> _EXERCISE DIRECTIONS_
Exact copy, pictures excluded: write out every line below.

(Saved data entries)
________________

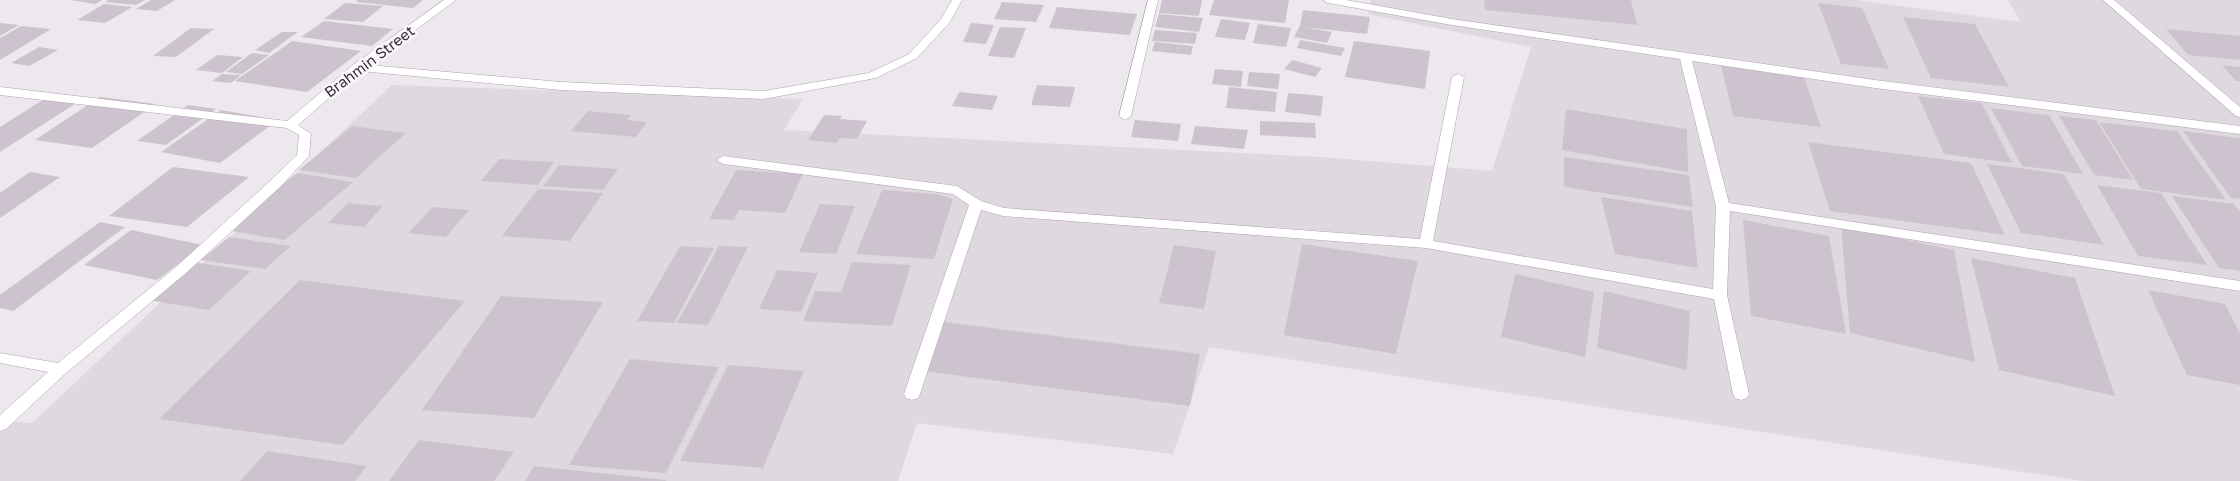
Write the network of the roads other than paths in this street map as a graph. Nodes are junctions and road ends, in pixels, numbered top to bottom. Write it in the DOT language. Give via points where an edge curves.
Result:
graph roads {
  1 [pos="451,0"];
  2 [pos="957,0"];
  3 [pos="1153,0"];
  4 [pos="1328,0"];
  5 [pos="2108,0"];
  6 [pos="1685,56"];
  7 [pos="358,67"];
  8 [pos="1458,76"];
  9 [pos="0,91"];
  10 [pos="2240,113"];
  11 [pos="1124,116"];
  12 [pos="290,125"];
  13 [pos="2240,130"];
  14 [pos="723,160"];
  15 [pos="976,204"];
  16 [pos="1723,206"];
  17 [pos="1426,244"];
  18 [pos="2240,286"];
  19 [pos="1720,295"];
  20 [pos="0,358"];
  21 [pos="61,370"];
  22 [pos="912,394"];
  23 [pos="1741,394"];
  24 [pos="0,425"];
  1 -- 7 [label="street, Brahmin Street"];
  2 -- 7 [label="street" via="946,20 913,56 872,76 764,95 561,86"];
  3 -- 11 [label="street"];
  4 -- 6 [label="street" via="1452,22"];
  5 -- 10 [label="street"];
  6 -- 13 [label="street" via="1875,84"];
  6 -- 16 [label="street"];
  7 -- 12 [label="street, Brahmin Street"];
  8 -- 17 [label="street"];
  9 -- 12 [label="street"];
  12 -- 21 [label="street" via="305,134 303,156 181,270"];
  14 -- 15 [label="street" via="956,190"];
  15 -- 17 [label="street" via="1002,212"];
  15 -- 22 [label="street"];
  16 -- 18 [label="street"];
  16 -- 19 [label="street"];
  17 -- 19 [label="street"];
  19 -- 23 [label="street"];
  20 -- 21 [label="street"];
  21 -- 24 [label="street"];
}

________________

> _RESPONSE_
Write the network of the roads other than paths in this street map as a graph. Nodes are junctions and road ends, in pixels, numbered top to bottom. Write it in the DOT language. Give via points where an edge curves.
Result:
graph roads {
  1 [pos="451,0"];
  2 [pos="957,0"];
  3 [pos="1153,0"];
  4 [pos="1328,0"];
  5 [pos="2108,0"];
  6 [pos="1685,56"];
  7 [pos="358,67"];
  8 [pos="1458,76"];
  9 [pos="0,91"];
  10 [pos="2240,113"];
  11 [pos="1124,116"];
  12 [pos="290,125"];
  13 [pos="2240,130"];
  14 [pos="723,160"];
  15 [pos="976,204"];
  16 [pos="1723,206"];
  17 [pos="1426,244"];
  18 [pos="2240,286"];
  19 [pos="1720,295"];
  20 [pos="0,358"];
  21 [pos="61,370"];
  22 [pos="912,394"];
  23 [pos="1741,394"];
  24 [pos="0,425"];
  1 -- 7 [label="street, Brahmin Street"];
  2 -- 7 [label="street" via="946,20 913,56 872,76 764,95 561,86"];
  3 -- 11 [label="street"];
  4 -- 6 [label="street" via="1452,22"];
  5 -- 10 [label="street"];
  6 -- 13 [label="street" via="1875,84"];
  6 -- 16 [label="street"];
  7 -- 12 [label="street, Brahmin Street"];
  8 -- 17 [label="street"];
  9 -- 12 [label="street"];
  12 -- 21 [label="street" via="305,134 303,156 181,270"];
  14 -- 15 [label="street" via="956,190"];
  15 -- 17 [label="street" via="1002,212"];
  15 -- 22 [label="street"];
  16 -- 18 [label="street"];
  16 -- 19 [label="street"];
  17 -- 19 [label="street"];
  19 -- 23 [label="street"];
  20 -- 21 [label="street"];
  21 -- 24 [label="street"];
}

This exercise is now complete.